When this first happened, the contractors all wanted to be considered essential workers so they could continue to perform inspection, testing and maintenance. But then we got into a situation where contractors were saying they didn’t want to come into the facilities, and the facilities were questioning whether they wanted them in the facility, and state health departments were saying “No, we don’t want people coming into the facility if they’re not directly associated with medical care.” This puts the owners in a bad position because these standards assign that responsibility to the owner. And you mentioned whether the internal staffs are capable of doing it, but they also were already stretched. They were doing as much as they could to make sure that patient care was being provided, so I don’t think many facilities had the resources. So, we’ll see what happens. 


Meet the panelists

These panelists took part in the American Society for Health Care Engineering’s (ASHE’s) “Just Ask ASHE” session during ASHE’s annual conference, from which this article was excerpted:

  • Moderator: Chad Beebe, AIA, CHFM, CFPS, CBO, FASHE, deputy executive director at ASHE. Beebe serves on many national panels and committees that develop regulations for the design and construction of health care facilities, including as a highly active member of the National Fire Protection Association (NFPA), serving on over 20 technical committees and as a member of the NFPA standards council.

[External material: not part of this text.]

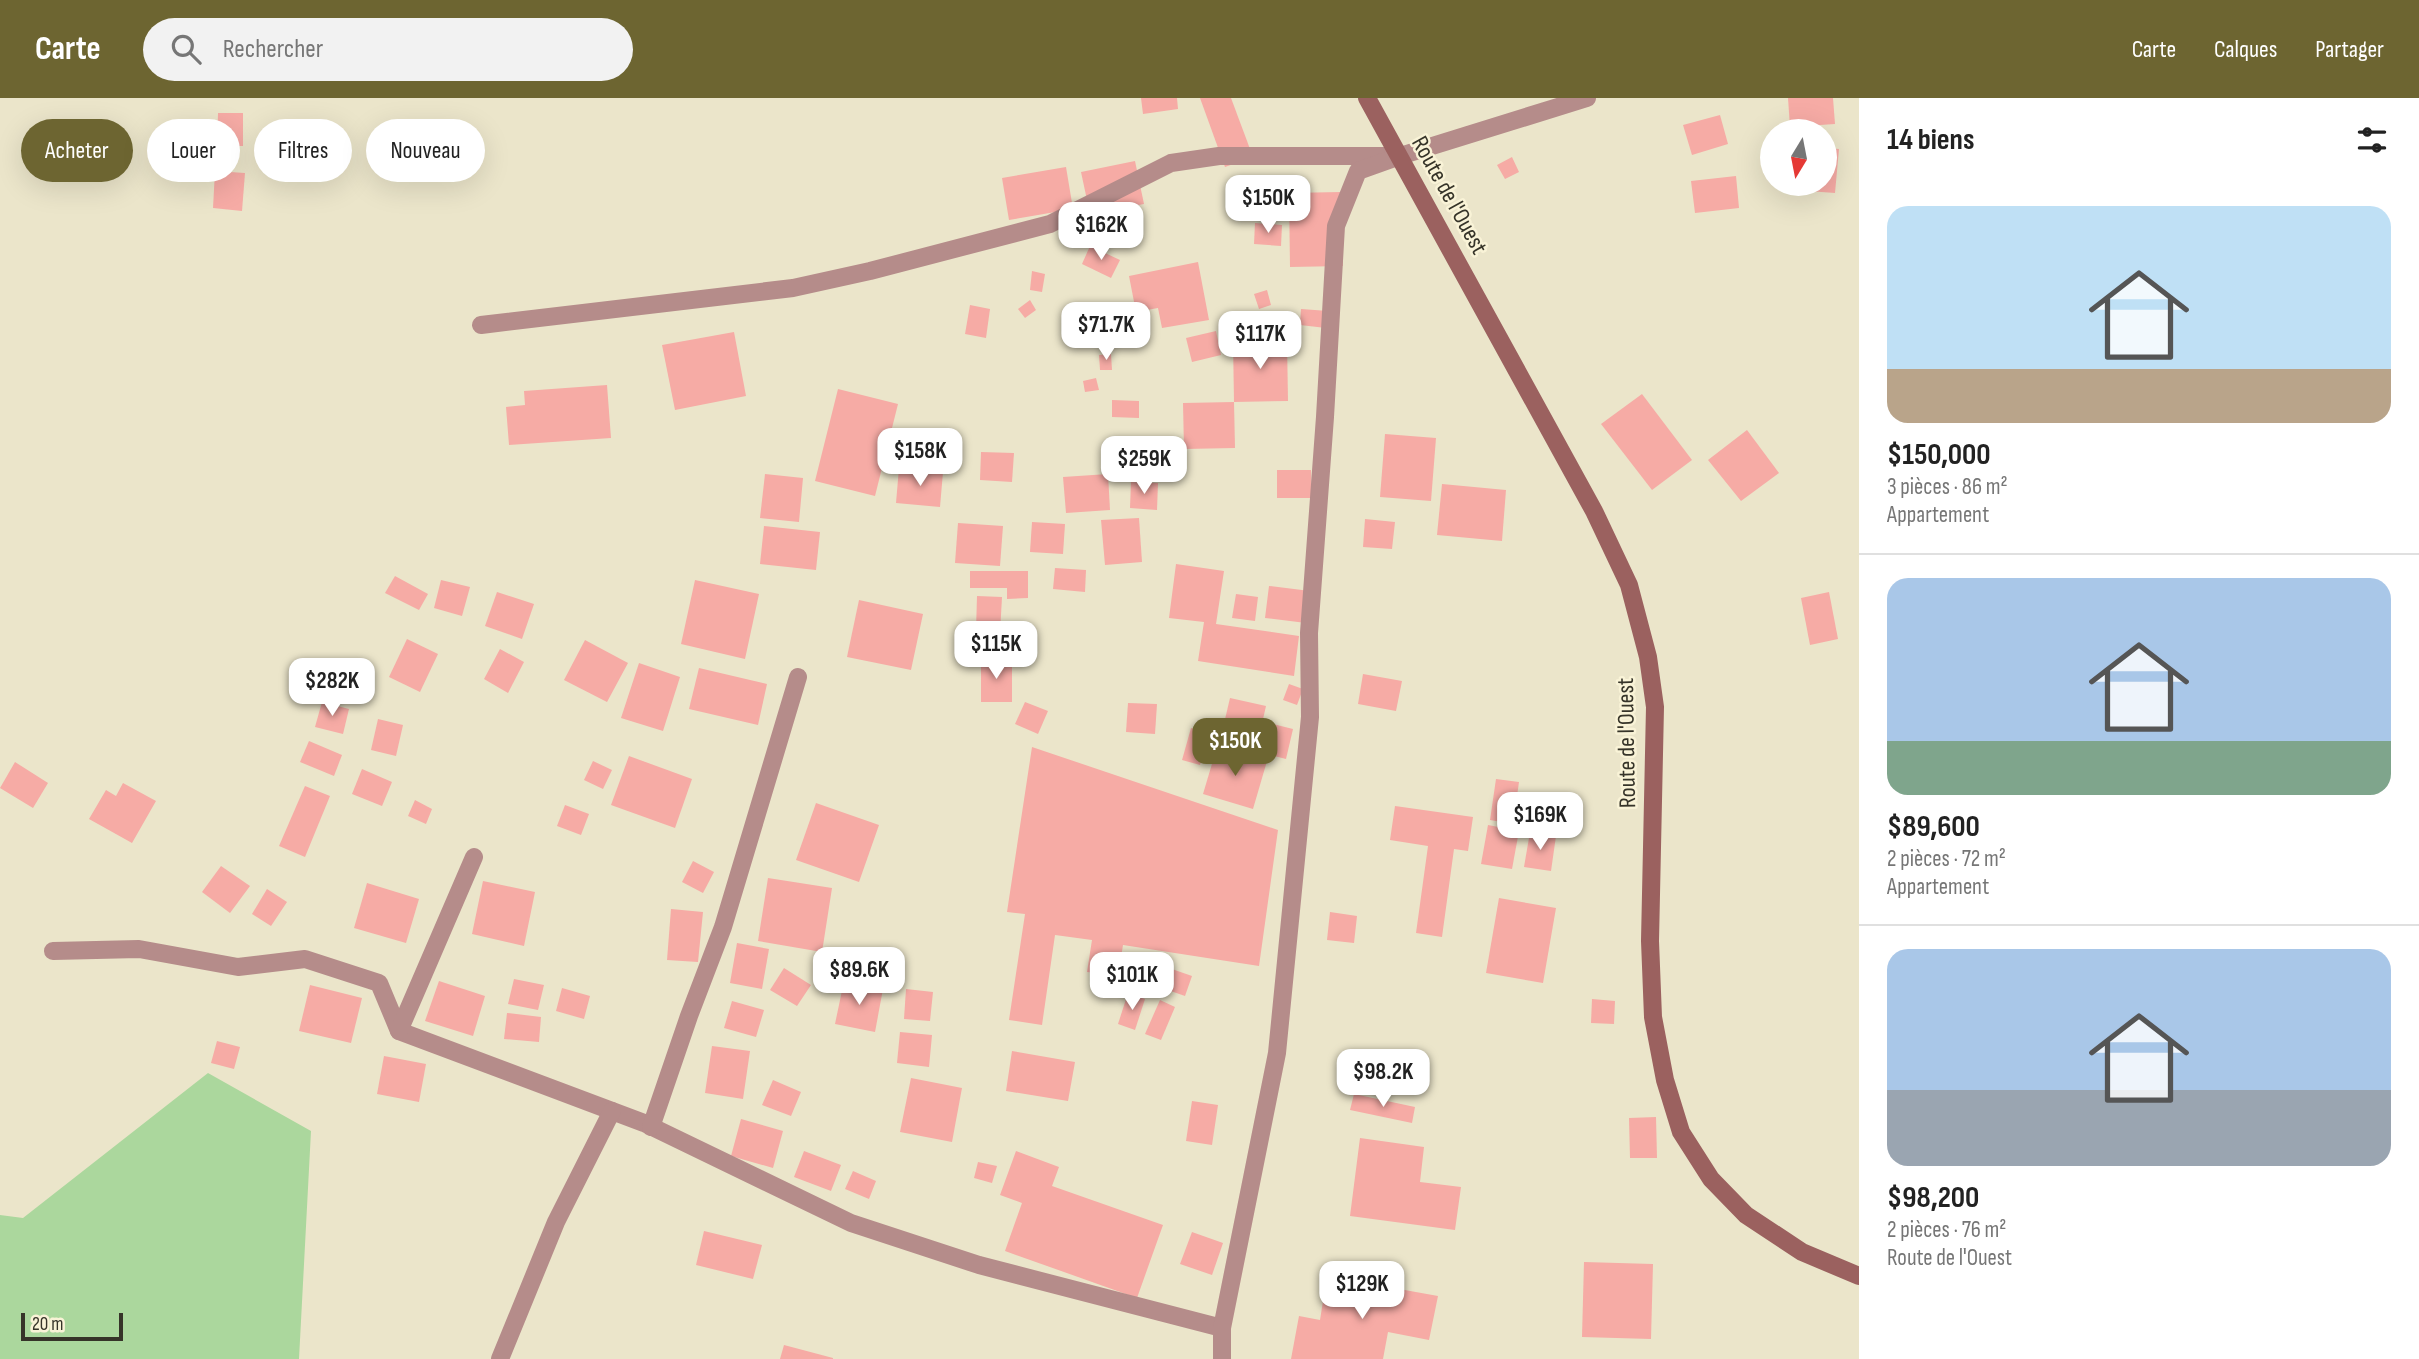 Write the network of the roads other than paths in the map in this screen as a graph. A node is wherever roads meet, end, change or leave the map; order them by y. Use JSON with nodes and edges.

  • David Dagenais, CHFM, FASHE, CHSP, senior director of plant operations, clinical engineering, emergency management and safety officer at Wentworth-Douglass Hospital, Dover, N.H. Dagenais has been involved in the health care field and code development process for more than 18 years and serves on several NFPA committees.

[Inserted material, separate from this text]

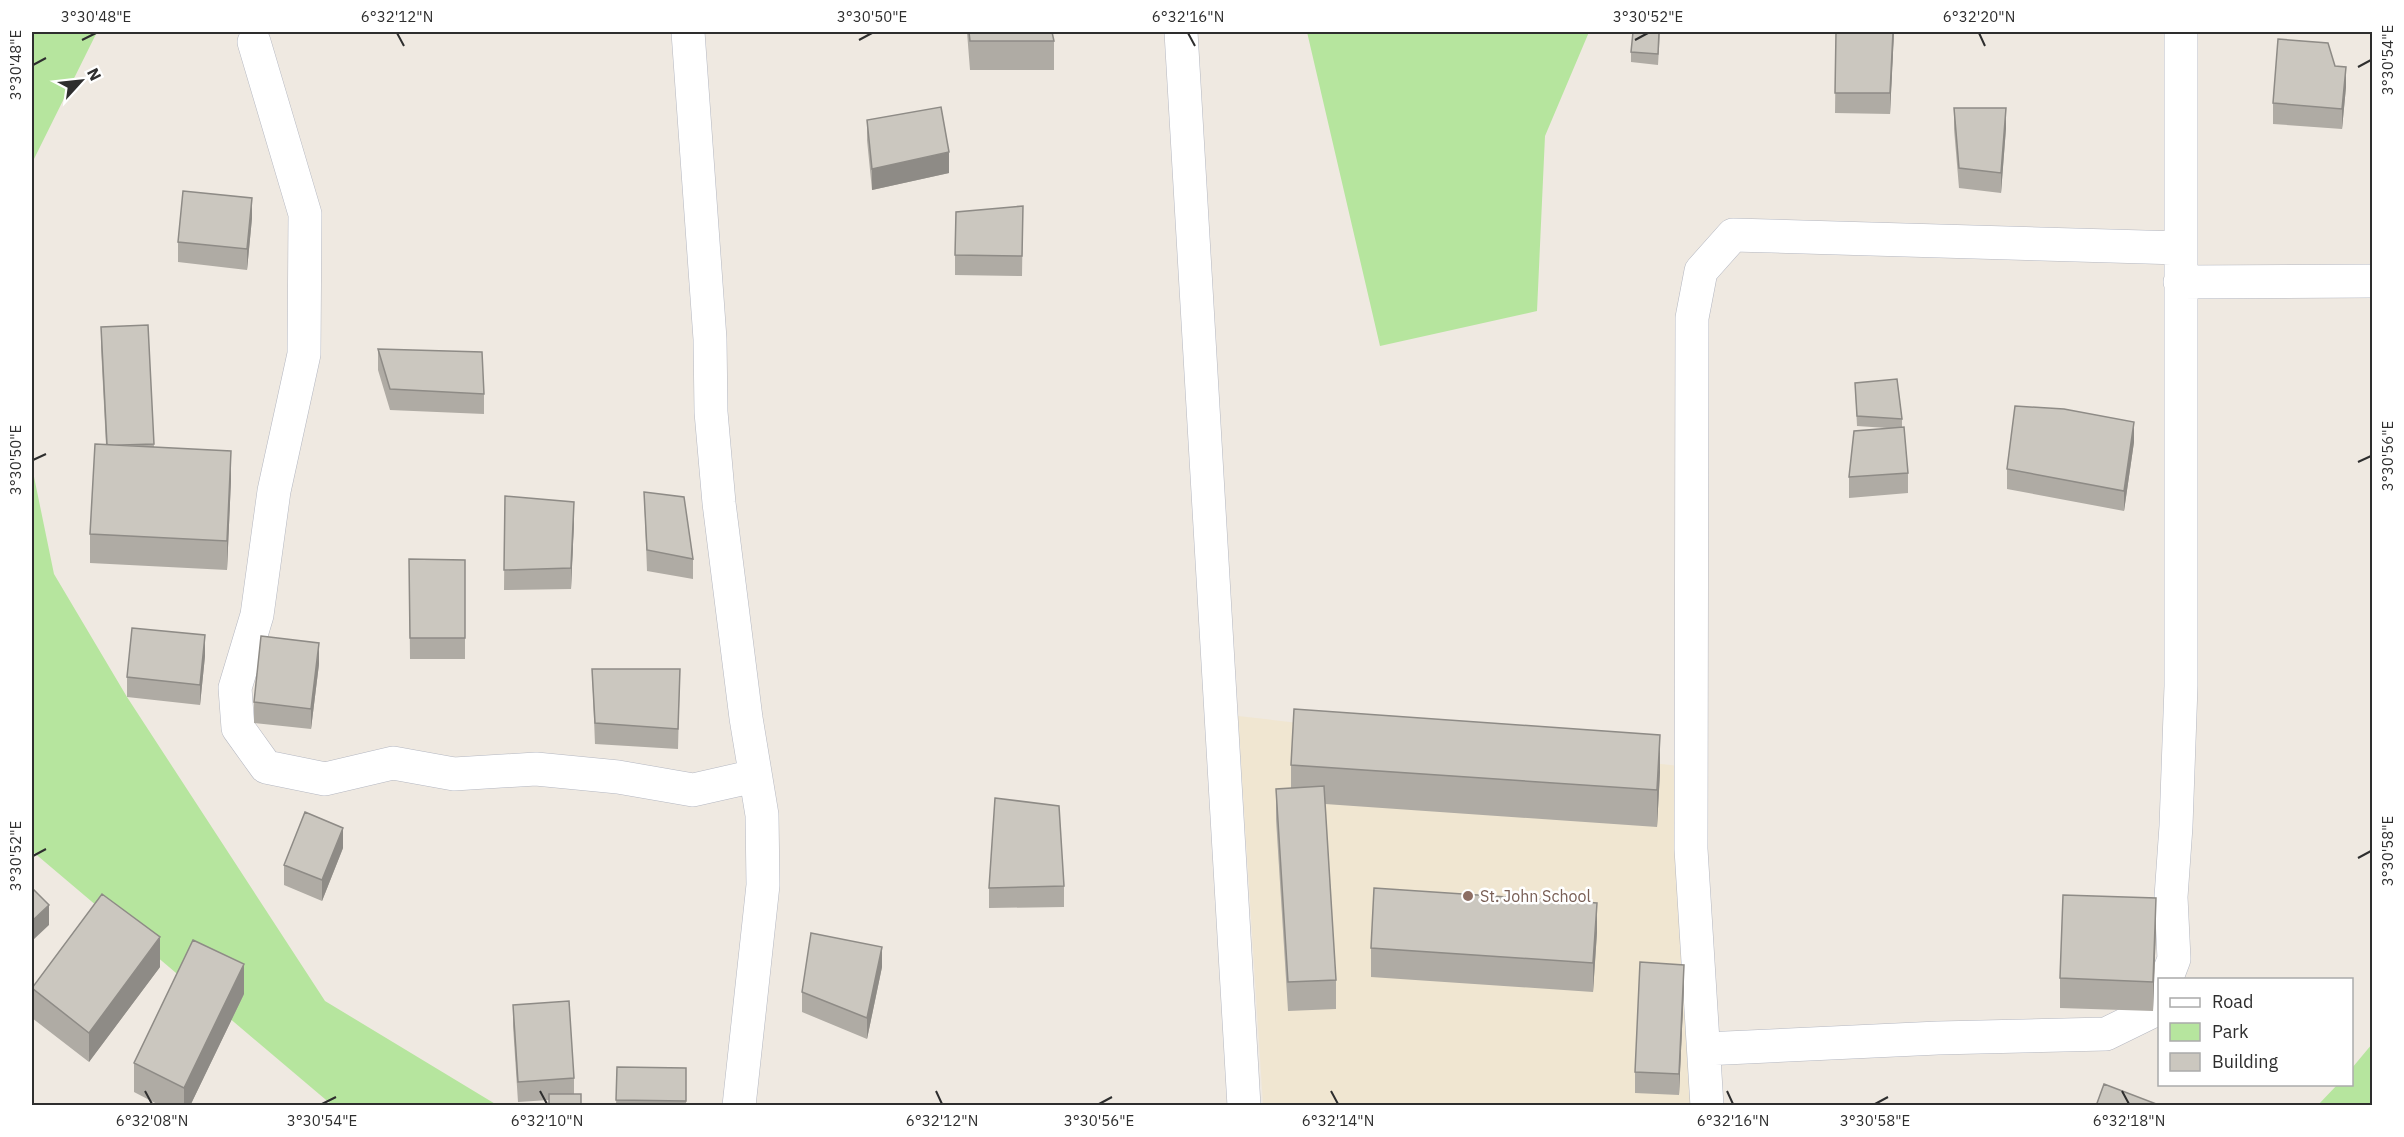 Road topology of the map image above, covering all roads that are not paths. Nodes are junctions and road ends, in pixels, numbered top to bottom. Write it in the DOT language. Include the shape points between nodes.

  • Michael Crowley, PE, FASHE, FSFPE, director of industry relations at Jensen Hughes, Baltimore. A licensed professional engineer in five states, Crowley has more than 40 years of fire protection engineering consulting experience and professional organization involvement with the Society of Fire Protection Engineers, NFPA and ASHE.
  • Jonathan Hart, PE, SASHE, CHC, technical lead at the National Fire Protection Association. Hart previously served as principal engineer and dealt extensively with all issues involving fire and life safety of health care facilities as staff liaison for NFPA 99, Health Care Facilities Code. He has developed and delivered numerous training programs and has acted as technical editor for several NFPA handbooks.
  • Michael Sheerin, PE, LEED AP, CEO at TLC Engineering Solutions Inc. Sheerin is actively involved in the codes and standards development process that impact the health care field. He presently serves as chair of ASHRAE/ASHE Standard 170, Ventilation for Health Care Facilities, and  is past chair of ASHRAE Standard 189.3, Design, Construction & Operation of Sustainable High-Performance Health Care Facilities. 
  • William Koffel, PE, FSFPE, SASHE, president of Koffel Associates Inc., Columbia, Md. Koffel is a former code official and a recognized expert in the fire protection and life safety aspects of codes and standards who is active in the development process of the field’s governing codes, standards and design guidelines, including the International Code Council, NFPA, Society of Fire Protection Engineers and Underwriters Laboratory.